Photographer Ian Plant is known for many things. He is a Tamron USA Image Master. His books and instructional videos have taught thousands of people the process of fine art landscape photography. His work has been published by acclaimed magazines Outdoor Photographer, Popular Photography, and Landscape Photography Magazine. But even with a resume this impressive, Plant may be best known for his series, ‘Dreamscapes‘, which he says, “moves beyond the literal and transforms subjects into something unexpected, bridging the line between the real and surreal.”

While Plant’s Dreamscapes are an obviously impressive collection of photos, I personally have always loved a section on his website called “The Human Element”. From Kenya to Iceland, Plant incorporates human subjects into the extraordinary scenes that he finds.

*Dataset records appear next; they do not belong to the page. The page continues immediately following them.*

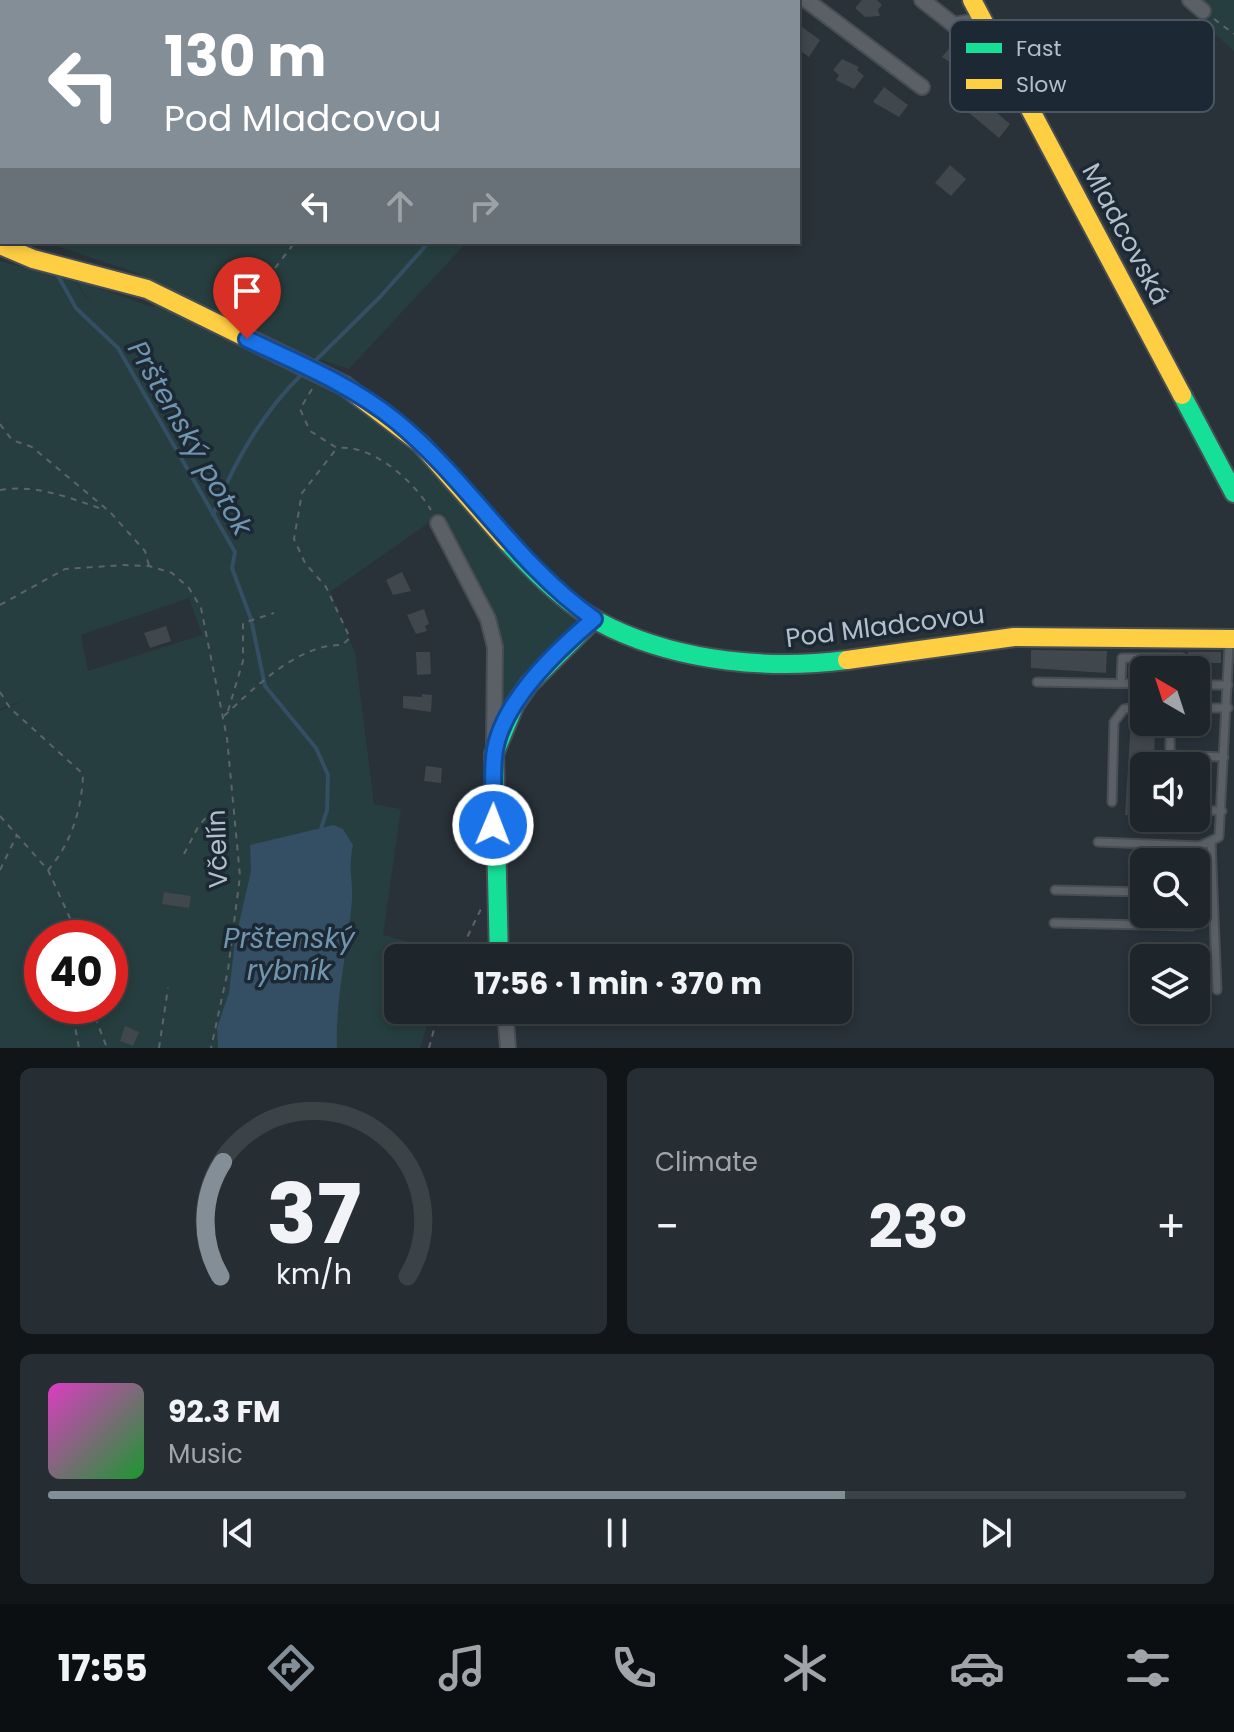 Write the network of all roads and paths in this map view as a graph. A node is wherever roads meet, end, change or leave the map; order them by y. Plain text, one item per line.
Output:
1 (922, 0) edge
2 (972, 0) edge
3 (1190, 0) edge
4 (810, 1) edge
5 (1203, 11) joint
6 (983, 20) edge
7 (950, 22) edge
8 (1234, 34) edge
9 (922, 87) dead end
10 (1032, 112) edge
11 (293, 244) edge
12 (0, 245) edge
13 (247, 339) junction
14 (320, 374) junction
15 (0, 424) edge
16 (337, 448) junction
17 (0, 490) edge
18 (1234, 493) edge
19 (110, 512) junction
20 (438, 523) joint
21 (149, 566) junction
22 (0, 605) edge
23 (274, 613) dead end
24 (594, 619) junction
25 (1231, 636) edge
26 (1130, 658) edge
27 (1037, 682) dead end
28 (1121, 683) junction
29 (1130, 683) edge
30 (1210, 685) edge
31 (1228, 685) junction
32 (0, 692) edge
33 (1130, 708) edge
34 (1210, 708) edge
35 (1228, 708) junction
36 (227, 713) junction
37 (223, 717) junction
38 (494, 754) junction
39 (1210, 756) edge
40 (1224, 757) junction
41 (1112, 802) dead end
42 (214, 808) dead end
43 (1210, 811) edge
44 (1222, 811) junction
45 (0, 816) edge
46 (17, 833) junction
47 (1098, 842) dead end
48 (1211, 842) junction
49 (1200, 846) joint
50 (184, 854) dead end
51 (0, 870) edge
52 (48, 870) junction
53 (496, 886) junction
54 (1055, 890) dead end
55 (1130, 892) edge
56 (71, 920) edge
57 (1054, 923) dead end
58 (1130, 925) edge
59 (465, 944) edge
60 (498, 944) edge
61 (168, 988) dead end
62 (1217, 990) dead end
63 (75, 1024) edge
64 (98, 1024) edge
65 (435, 1024) edge
66 (506, 1024) edge
67 (79, 1048) edge
68 (107, 1048) edge
69 (159, 1048) edge
70 (211, 1048) edge
71 (429, 1048) edge
72 (508, 1048) edge

1 - 7 street
2 - 6 street, Mladcovská
3 - 5 street
4 - 9 street
5 - 8 path
10 - 18 street, Mladcovská
11 - 13 path
12 - 13 street, Pod Mladcovou
13 - 14 street, Pod Mladcovou
14 - 16 path
14 - 24 street, Pod Mladcovou
15 - 19 path
16 - 20 path
16 - 36 path
17 - 19 path
19 - 21 path
20 - 38 street
21 - 22 path
21 - 37 path, Včelín
23 - 36 path
24 - 25 street, Pod Mladcovou
24 - 38 street
25 - 31 lane
26 - 28 lane
27 - 28 lane
28 - 29 lane
30 - 31 lane
31 - 35 lane
32 - 52 path
33 - 41 lane
34 - 35 lane
35 - 40 lane
36 - 37 path
37 - 70 path, Včelín
38 - 53 street
39 - 40 lane
40 - 44 lane
42 - 50 path
43 - 44 lane
44 - 48 lane
45 - 46 path
46 - 51 path
46 - 52 path
47 - 49 lane
48 - 49 lane
48 - 62 lane
52 - 56 path
53 - 59 path
53 - 60 street
54 - 55 lane
57 - 58 lane
61 - 69 path
63 - 67 path
64 - 68 path
65 - 71 path
66 - 72 street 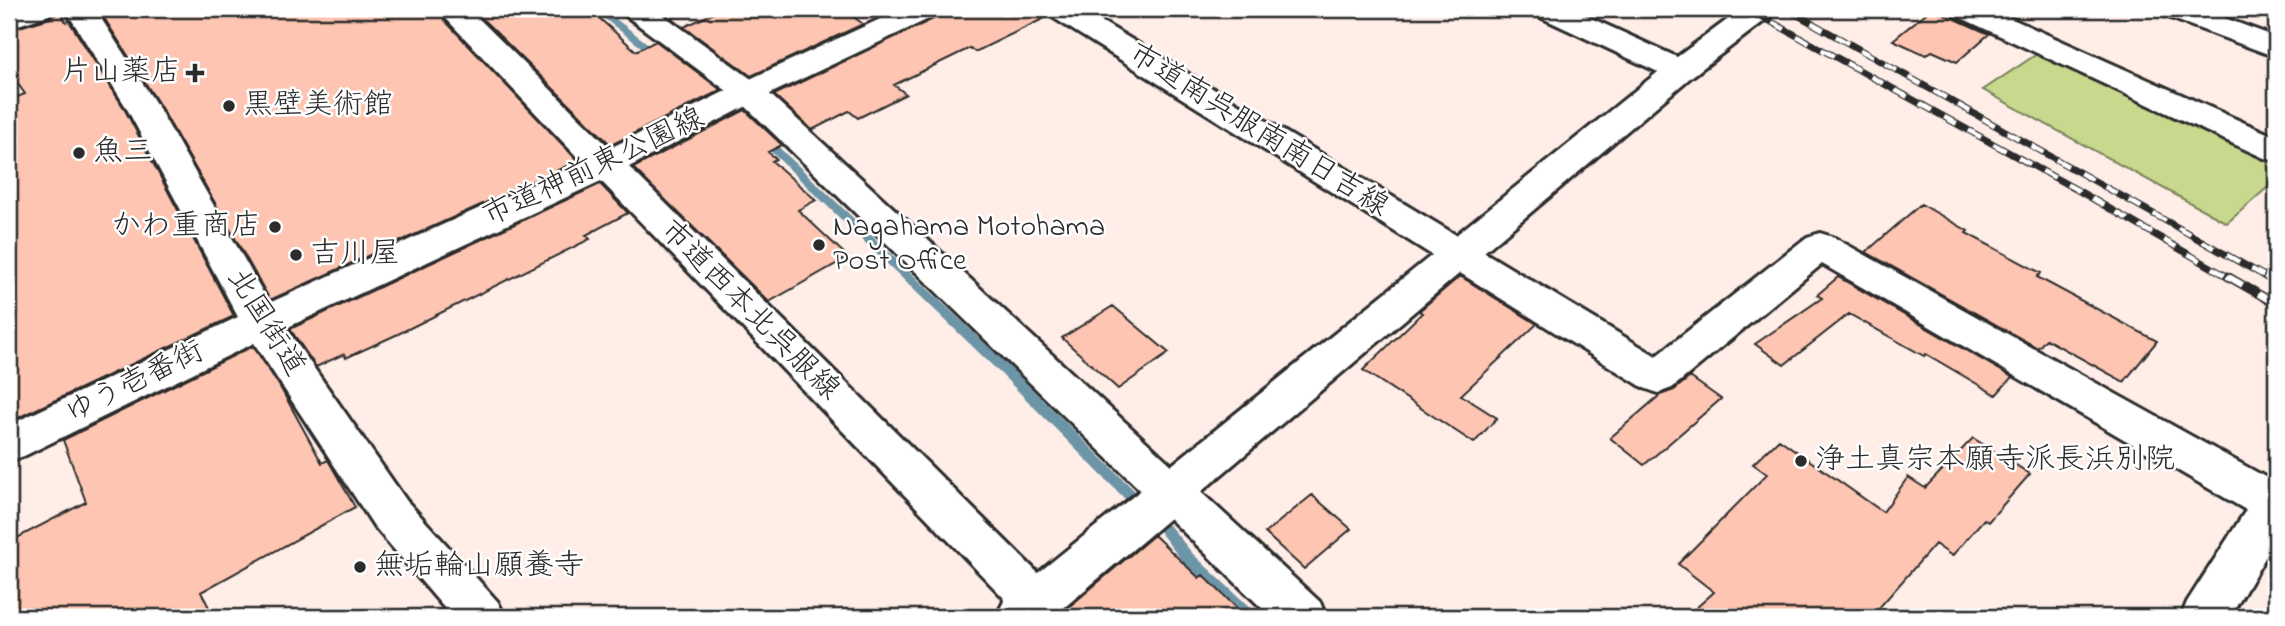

I sat down with Plant to get the story on the project that doesn’t get as much attention as Dreamscapes, but is equally just as impressive.


You are beyond well-known in the world of photographers, with most of your known work centered around your landscapes and Dreamscapes. But you appear to be drawn to having figures in your travel photos, adding a human element. When did the addition of people start to appeal to your photographing mind?

There was a time in my life when I vowed to never take a photo featuring people. That all changed several years ago during a trip to Morocco, where I fell in love with street photography. I learned then that my quest for making compelling images transcends genres and the arbitrary lines I tried to draw for myself. Art should know no boundaries! So now I readily embrace making photographs featuring the human presence.


For you, What is the most appealing aspect of adding people to your travel scenes?

People add life and energy to travel photos. A person’s pose, posture, facial expressions, and line of sight can add so much to the story you are trying to tell with your photographs. Not every travel photo needs a person in it, but adding people can improve one’s travel photos in numerous ways.


Currently interviewing you from Morocco, I find myself obsessing over your images from this country. Possibly the most powerful being the woman begging at the food stalls in Jamaa el Fna in Marrakech. What was it about the scene that drew you in, and how did you try to tell the woman’s story through just one photograph?

So much of the scene was visually appealing, especially the woman’s bright orange robe. The Jamaa el Fna is a chaotic place of seemingly endless motion, but I was immediately struck by her motionless vigil. I tried very hard to capture the paradox of Morocco in this one photograph: the collision between the slow slumber of ancient civilizations and the vibrant fervor of modernity.


Being a Tamron Image Master, you obviously know your lenses. If you were on documentary style travel assignment to highlight the local culture of a location and could only bring one lens, which would it be and why?

I’d want to bring a lens that is capable of capturing multiple perspectives, ranging from wide-angle scenes to tight telephoto portraits. So an “all-in-one” lens would be best, such as a 16-300mm lens.


What is it that inspires you to continue to work with the addition of the human element in your photographs, even though they may not become your most well known or most shared images?

These days, I just chase good photos. Even if most of my fans want to see landscape work, if a photo has meaning to me, I’m going to take it, no matter the subject!


Can you provide three tips for photographers to help improve the way they incorporate the human element into their travel photography?

One, learn to view everything, even people, as abstract visual elements, the building blocks of a successful composition. Two, always look to tell a story with your photos: wait for the moment when your subject does something revealing, or something that will help forge an emotional connection with your viewers. Three, don’t be afraid to look for unusual perspectives and compositions. The best photos show people what they don’t or can’t see with their own eyes, so always look for ways to surprise your viewers!